(SUPPLIED DATA Opens)

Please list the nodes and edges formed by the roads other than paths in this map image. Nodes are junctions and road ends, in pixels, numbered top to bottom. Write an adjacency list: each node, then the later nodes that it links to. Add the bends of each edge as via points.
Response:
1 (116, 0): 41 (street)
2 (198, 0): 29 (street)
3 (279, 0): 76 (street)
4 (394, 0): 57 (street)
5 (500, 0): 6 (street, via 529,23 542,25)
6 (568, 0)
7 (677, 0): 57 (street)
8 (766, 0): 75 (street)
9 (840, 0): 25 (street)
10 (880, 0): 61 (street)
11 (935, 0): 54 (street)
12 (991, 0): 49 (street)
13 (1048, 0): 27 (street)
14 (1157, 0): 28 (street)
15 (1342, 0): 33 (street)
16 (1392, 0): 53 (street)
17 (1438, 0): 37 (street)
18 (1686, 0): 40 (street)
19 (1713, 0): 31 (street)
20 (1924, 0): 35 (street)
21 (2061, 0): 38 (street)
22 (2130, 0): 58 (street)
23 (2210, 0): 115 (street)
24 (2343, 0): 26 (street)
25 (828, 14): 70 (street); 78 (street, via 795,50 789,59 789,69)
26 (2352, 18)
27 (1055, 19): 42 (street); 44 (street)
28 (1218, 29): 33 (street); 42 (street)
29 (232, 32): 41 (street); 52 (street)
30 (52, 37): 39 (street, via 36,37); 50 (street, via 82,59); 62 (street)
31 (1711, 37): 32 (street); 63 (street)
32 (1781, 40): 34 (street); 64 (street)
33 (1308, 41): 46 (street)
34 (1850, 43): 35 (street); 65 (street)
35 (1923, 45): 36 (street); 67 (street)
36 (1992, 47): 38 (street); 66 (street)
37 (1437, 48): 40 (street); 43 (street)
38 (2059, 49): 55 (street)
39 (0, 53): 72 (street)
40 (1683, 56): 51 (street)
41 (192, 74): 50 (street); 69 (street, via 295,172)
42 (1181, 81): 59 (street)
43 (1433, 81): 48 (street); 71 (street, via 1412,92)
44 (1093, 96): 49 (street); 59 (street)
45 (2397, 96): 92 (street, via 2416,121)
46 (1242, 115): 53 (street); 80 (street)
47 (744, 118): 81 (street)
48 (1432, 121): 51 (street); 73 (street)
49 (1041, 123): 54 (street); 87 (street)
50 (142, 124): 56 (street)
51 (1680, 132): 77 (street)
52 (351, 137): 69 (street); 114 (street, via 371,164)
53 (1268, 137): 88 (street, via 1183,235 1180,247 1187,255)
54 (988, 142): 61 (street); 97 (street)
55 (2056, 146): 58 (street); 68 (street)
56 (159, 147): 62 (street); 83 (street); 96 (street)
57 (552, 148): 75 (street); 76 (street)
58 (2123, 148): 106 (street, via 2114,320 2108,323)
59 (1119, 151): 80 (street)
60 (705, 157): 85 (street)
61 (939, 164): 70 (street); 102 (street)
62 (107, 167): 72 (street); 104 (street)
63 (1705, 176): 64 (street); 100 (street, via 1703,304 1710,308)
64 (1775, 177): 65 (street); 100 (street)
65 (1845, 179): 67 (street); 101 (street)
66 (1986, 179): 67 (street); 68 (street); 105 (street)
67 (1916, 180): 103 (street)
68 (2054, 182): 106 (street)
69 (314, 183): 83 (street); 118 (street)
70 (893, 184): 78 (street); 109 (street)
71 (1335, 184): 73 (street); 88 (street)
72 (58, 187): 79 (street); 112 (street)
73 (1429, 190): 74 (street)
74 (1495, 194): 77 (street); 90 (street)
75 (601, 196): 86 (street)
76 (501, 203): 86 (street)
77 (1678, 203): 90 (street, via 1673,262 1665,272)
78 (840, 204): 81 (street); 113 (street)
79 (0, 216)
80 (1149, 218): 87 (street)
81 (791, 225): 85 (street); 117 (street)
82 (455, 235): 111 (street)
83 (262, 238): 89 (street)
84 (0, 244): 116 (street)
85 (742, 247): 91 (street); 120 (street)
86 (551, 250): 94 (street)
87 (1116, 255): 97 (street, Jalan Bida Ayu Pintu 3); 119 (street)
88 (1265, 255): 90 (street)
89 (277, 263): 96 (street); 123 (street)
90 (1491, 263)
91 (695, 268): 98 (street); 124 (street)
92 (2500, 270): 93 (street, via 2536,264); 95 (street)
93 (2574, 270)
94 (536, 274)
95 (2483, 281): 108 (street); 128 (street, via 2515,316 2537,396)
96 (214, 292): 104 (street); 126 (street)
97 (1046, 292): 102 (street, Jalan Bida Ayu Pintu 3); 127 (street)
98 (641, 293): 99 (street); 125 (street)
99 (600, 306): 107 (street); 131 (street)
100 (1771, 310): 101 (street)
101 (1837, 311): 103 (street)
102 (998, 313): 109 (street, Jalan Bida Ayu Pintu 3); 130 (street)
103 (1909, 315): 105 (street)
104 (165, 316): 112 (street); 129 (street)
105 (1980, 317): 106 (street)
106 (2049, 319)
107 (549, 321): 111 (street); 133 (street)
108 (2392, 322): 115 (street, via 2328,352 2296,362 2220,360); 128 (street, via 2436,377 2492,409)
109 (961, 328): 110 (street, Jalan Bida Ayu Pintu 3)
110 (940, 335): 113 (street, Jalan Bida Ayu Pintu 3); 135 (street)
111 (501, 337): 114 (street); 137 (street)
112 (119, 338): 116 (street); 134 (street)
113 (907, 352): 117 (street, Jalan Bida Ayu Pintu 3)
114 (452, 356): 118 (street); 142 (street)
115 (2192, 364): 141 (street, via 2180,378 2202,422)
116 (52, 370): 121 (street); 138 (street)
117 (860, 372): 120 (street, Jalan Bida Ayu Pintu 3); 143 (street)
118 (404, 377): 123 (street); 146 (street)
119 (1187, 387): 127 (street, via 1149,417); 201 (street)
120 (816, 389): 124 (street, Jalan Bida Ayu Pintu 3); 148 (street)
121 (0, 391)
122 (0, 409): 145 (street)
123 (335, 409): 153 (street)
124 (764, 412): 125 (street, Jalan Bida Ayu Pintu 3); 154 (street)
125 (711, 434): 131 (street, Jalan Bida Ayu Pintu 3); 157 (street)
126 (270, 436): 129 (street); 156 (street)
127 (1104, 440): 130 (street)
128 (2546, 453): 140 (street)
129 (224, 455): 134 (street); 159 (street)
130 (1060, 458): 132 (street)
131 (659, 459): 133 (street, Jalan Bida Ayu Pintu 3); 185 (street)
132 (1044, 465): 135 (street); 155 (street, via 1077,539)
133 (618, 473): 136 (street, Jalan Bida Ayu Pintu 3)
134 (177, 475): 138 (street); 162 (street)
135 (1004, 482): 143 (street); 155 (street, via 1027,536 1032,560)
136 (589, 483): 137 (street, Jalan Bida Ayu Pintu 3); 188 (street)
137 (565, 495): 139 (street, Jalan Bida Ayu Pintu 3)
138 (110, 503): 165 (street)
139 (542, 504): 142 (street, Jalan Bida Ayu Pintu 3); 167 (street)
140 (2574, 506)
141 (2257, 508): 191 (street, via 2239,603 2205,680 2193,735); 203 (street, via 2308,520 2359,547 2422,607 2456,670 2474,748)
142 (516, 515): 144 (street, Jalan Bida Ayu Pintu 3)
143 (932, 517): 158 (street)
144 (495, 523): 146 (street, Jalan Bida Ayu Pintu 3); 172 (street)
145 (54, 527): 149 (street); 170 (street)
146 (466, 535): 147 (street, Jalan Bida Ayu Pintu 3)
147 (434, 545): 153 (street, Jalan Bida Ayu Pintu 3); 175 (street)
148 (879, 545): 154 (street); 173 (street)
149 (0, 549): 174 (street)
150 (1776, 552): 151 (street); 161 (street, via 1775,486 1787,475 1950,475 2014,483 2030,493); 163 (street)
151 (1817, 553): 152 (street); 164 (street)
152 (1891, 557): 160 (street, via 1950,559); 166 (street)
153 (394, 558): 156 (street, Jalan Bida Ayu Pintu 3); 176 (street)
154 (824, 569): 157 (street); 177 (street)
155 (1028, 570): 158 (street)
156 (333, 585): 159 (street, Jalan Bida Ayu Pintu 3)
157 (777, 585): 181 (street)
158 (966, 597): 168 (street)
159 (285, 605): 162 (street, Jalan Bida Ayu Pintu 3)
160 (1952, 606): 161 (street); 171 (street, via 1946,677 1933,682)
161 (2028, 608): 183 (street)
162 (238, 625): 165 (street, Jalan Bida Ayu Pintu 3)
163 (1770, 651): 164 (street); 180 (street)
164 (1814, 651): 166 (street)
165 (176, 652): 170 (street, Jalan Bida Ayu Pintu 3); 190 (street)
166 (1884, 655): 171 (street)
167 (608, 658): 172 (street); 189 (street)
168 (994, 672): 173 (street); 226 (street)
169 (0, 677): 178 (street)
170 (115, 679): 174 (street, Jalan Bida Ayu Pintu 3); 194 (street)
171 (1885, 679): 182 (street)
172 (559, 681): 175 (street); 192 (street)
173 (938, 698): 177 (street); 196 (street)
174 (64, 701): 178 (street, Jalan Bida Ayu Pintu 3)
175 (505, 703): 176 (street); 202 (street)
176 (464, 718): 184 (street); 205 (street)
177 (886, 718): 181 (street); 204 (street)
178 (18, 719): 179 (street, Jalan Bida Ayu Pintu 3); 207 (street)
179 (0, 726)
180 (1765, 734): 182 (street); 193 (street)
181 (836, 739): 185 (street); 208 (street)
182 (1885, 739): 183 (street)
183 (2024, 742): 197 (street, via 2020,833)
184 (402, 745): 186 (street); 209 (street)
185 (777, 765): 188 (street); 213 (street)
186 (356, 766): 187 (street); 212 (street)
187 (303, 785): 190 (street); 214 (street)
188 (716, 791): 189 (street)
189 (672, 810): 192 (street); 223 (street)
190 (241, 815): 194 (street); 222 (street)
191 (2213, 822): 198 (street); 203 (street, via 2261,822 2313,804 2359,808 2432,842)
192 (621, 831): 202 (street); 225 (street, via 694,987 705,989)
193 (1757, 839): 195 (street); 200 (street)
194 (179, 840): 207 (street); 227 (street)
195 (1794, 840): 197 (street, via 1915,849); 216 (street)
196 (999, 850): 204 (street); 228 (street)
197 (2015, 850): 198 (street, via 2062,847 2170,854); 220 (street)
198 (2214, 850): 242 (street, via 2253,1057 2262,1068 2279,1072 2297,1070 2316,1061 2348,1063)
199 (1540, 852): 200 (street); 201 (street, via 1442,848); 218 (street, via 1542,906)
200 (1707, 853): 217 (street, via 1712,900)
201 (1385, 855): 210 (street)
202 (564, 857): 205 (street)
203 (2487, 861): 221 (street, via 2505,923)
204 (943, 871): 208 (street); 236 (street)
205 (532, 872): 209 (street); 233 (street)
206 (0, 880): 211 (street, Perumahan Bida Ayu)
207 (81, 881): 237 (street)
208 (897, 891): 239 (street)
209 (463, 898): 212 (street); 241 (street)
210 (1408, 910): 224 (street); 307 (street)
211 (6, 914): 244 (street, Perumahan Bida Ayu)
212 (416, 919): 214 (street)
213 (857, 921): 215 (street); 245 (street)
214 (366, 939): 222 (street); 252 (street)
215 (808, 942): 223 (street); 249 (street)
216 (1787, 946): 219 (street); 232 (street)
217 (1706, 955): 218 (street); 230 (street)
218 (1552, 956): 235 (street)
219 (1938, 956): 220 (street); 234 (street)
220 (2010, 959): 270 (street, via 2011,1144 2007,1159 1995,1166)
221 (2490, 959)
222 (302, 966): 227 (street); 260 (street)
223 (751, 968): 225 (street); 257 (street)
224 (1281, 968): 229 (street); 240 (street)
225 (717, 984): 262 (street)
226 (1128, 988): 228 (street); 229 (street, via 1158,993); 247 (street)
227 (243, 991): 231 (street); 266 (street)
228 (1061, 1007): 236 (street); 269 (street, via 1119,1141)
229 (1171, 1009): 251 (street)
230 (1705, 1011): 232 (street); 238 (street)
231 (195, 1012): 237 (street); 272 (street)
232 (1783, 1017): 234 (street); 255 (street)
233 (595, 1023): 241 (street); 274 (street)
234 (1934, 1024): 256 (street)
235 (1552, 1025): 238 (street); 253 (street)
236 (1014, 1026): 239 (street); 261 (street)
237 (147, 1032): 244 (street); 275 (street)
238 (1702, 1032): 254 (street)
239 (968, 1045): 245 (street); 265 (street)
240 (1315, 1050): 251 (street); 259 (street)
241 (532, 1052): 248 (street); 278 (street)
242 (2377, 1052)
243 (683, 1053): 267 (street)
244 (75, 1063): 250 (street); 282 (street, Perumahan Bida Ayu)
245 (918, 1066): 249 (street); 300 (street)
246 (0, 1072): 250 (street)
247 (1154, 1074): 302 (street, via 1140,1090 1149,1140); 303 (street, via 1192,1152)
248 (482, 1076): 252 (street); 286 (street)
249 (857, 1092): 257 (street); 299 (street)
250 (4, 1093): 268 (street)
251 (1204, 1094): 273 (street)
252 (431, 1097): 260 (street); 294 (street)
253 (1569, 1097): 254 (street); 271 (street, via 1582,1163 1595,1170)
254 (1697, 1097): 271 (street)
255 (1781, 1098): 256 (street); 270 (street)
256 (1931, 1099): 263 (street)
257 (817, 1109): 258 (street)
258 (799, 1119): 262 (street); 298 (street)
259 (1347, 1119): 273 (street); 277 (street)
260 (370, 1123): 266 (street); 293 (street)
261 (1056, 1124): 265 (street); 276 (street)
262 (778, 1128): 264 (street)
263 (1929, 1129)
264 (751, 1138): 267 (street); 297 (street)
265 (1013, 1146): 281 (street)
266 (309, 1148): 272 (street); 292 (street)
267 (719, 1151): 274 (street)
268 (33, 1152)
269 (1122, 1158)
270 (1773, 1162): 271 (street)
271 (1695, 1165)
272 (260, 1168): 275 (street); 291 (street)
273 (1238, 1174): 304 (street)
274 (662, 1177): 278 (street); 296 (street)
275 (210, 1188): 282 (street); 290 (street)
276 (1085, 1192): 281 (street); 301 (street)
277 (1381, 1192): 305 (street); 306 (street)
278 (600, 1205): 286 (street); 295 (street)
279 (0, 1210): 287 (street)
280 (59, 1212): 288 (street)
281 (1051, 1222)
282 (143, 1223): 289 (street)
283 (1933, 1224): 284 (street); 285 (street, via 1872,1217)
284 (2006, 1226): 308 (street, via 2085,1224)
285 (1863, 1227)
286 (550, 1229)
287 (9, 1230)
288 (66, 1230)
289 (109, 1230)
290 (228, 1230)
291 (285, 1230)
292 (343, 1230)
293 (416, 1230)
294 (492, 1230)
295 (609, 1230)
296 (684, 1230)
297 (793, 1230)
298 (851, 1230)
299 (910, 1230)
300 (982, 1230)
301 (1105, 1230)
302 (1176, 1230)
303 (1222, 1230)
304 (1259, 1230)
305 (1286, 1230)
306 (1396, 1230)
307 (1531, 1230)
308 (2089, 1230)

(SUPPLIED DATA Closes)

### EXERCISE AIM
Wherever a line in the entries above holds "Perumahan", copy that line.

### RESULT OF THIS EXERCISE
206 (0, 880): 211 (street, Perumahan Bida Ayu)
211 (6, 914): 244 (street, Perumahan Bida Ayu)
244 (75, 1063): 250 (street); 282 (street, Perumahan Bida Ayu)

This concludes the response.